Et ces éléments éclairent d’un jour nouveau la volonté actuelle qu’ont les états européens et nord-américains d’imposer ces boîtiers dans tous les foyers.

Bref, encore une fois, on peut remercier la curiosité naturelle des hackers qui ont ainsi découvert des failles béantes dans ce produit et qui mettent en évidence les dérives importantes qu’une telle technologie offre pour ceux qui entendent fourrer leur nez toujours plus loin dans les affaires des autres. Inversement, si l’on peut hacker le compteur électrique pour lui faire dire trop de choses, ou ce qu’on veut, rien n’empêche d’imaginer que ces boîtiers qui, en définitive, distribuent le courant dans le foyer auquel ils sont reliés, peuvent être pilotés de l’extérieur pour, précisément, arrêter de distribuer le courant, à volonté et indépendamment du producteur.

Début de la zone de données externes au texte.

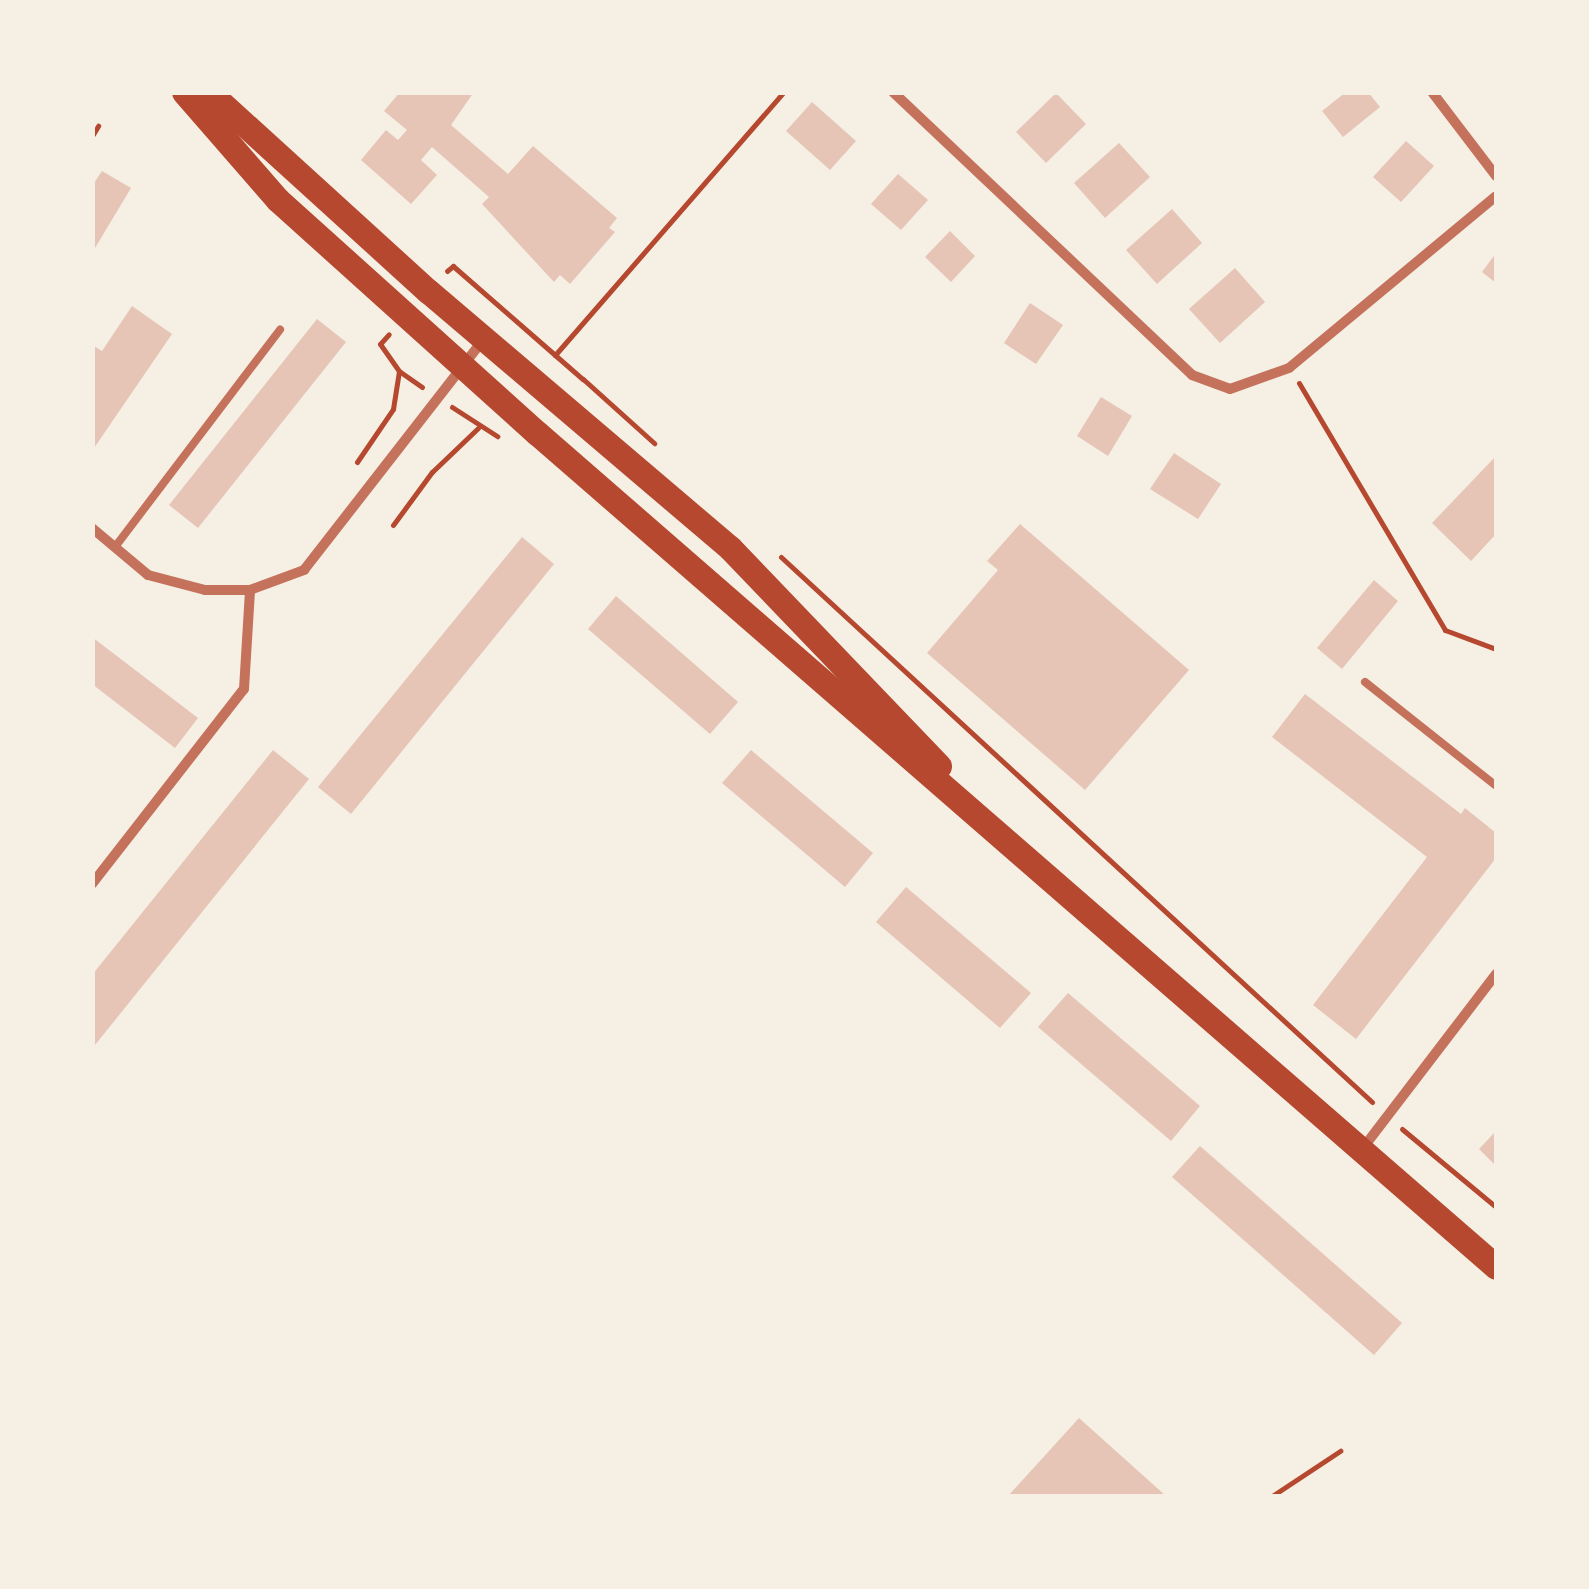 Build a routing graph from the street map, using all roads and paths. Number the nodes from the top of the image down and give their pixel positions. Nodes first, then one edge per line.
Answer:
1 (184, 92) edge
2 (209, 92) edge
3 (784, 92) edge
4 (893, 92) edge
5 (1432, 92) edge
6 (98, 126) dead end
7 (92, 136) edge
8 (1496, 176) edge
9 (1496, 196) edge
10 (428, 291) junction
11 (406, 315) junction
12 (280, 330) dead end
13 (484, 339) junction
14 (462, 365) junction
15 (1290, 368) junction
16 (584, 380) dead end
17 (478, 428) dead end
18 (657, 446) dead end
19 (357, 462) dead end
20 (394, 526) dead end
21 (92, 528) edge
22 (115, 547) junction
23 (774, 551) dead end
24 (250, 590) junction
25 (1496, 649) edge
26 (1365, 682) dead end
27 (1496, 786) edge
28 (982, 814) junction
29 (92, 884) edge
30 (1496, 974) edge
31 (1387, 1116) junction
32 (1362, 1149) junction
33 (1496, 1207) edge
34 (1496, 1267) edge
35 (1340, 1452) dead end
36 (1272, 1496) edge

1 - 11 main road
2 - 10 main road
3 - 10 path
4 - 15 street
5 - 8 street
6 - 7 path
9 - 15 street
10 - 13 main road
11 - 14 main road
11 - 19 path
12 - 22 lane
13 - 14 street
13 - 28 main road
14 - 24 street
14 - 28 main road
15 - 25 path
16 - 18 path
17 - 20 path
21 - 22 street
22 - 24 street
23 - 31 path
24 - 29 street
26 - 27 lane
28 - 32 main road
30 - 31 street
31 - 32 street
31 - 33 path
32 - 34 main road
35 - 36 path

Cette crainte a été d’ailleurs relayée par l’un des consultants en sécurité informatique du gouvernement britannique qui estime que ces « compteurs intelligents », au départ destinés à réduire la consommation électrique, pouvaient être programmés pour paralyser la distribution d’électricité ou voler des informations de grande valeur dans des millions de foyers.

Et ce qui est vrai au Royaume-Uni l’est aussi aux Etats-Unis, où là encore les hackers du cru se rendent compte des trous béants de sécurité laissés par les compagnies en charge de la mise en place des compteurs de gaz ou d’électricité intelligents.

Comme je le disais dans un précédent billet, si l’erreur est humaine, il faut faire intervenir l’Etat pour obtenir une vraie catastrophe. Et en matière de sécurité informatique, ce n’est pas différent.